Inferential statistics always involve calculating p-values, which are crucial in hypothesis testing. A p-value is a number between 0 and 1 that indicates the probability of observing the collected data (or something more extreme) under the assumption that the null hypothesis is true. It helps in deciding whether to reject or accept the null hypothesis. The smaller the p-value, the stronger the evidence against the null hypothesis, making us more inclined to reject it.

Zero (0) indicates an event is impossible under the null hypothesis.

One (1) indicates certainty that the event will occur under the null hypothesis.

The closer the p-value is to 0, the stronger the evidence against the null hypothesis. In the social sciences, a p-value of 0.05 or lower is typically sought. This threshold signifies a 5% probability that the observed results could occur by chance, meaning there is a 95% confidence level that the results are not due to random chance. This 0.05 threshold, however, is somewhat arbitrary and can be adjusted based on the acceptable risk level of the research. For instance, a threshold of 0.1 implies a 10% risk of a false positive is acceptable.

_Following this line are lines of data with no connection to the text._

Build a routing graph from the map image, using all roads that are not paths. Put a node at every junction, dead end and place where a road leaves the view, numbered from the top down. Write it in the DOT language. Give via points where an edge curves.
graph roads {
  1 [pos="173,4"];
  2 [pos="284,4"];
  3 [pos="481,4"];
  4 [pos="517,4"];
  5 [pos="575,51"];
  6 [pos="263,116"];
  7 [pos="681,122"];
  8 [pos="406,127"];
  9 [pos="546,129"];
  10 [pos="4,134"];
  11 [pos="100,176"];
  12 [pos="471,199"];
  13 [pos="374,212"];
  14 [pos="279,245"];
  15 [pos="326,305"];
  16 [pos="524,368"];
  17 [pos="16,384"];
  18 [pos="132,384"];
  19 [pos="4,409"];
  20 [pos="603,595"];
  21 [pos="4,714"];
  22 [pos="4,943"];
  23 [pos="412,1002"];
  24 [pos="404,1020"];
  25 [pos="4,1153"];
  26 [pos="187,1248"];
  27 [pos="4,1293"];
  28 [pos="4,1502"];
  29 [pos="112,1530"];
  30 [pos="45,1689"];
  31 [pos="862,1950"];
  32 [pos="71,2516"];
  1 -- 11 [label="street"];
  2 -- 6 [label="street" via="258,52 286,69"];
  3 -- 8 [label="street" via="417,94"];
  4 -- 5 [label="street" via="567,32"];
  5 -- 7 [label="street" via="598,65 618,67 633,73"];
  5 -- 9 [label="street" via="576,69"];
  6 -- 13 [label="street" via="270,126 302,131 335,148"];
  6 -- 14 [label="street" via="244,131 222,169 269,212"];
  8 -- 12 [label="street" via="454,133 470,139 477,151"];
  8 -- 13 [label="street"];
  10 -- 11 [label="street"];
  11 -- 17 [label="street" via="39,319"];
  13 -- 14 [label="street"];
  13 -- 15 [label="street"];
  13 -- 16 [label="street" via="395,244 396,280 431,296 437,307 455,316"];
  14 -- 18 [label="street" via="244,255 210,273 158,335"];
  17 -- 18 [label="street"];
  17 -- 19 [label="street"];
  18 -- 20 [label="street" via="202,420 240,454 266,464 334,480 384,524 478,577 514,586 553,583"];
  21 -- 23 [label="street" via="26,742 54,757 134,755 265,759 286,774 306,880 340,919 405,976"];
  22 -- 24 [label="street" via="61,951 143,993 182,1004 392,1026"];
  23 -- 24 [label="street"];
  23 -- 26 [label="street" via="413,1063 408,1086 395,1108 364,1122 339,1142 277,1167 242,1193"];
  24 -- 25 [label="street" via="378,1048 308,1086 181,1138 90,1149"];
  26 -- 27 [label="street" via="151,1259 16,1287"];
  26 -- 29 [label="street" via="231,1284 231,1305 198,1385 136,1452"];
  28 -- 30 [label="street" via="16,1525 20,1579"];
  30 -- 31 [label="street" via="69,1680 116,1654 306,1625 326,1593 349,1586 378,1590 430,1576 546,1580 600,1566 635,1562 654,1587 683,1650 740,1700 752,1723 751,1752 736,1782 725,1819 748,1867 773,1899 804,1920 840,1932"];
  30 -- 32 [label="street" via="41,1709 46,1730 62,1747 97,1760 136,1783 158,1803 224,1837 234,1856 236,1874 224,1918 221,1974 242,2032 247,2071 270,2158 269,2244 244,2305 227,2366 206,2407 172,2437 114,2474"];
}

It's important to note that the choice of significance level (e.g., 0.05) depends on the context of the research and the researcher's willingness to accept the risk of a Type 1 error (falsely rejecting the null hypothesis). While 0.05 is standard, especially in social sciences, different fields may choose different thresholds based on the norms and consequences of errors in those fields.


Interpretation

Low P-value (< 0.05): A p-value below the threshold of 0.05 is typically considered statistically significant. This indicates that the probability of observing the data (or more extreme) assuming the null hypothesis is true is less than 5%. It suggests that such an extreme result is unlikely to occur by chance alone, leading to the rejection of the null hypothesis. In practical terms, you conclude there is statistically significant evidence to support the existence of a difference or effect.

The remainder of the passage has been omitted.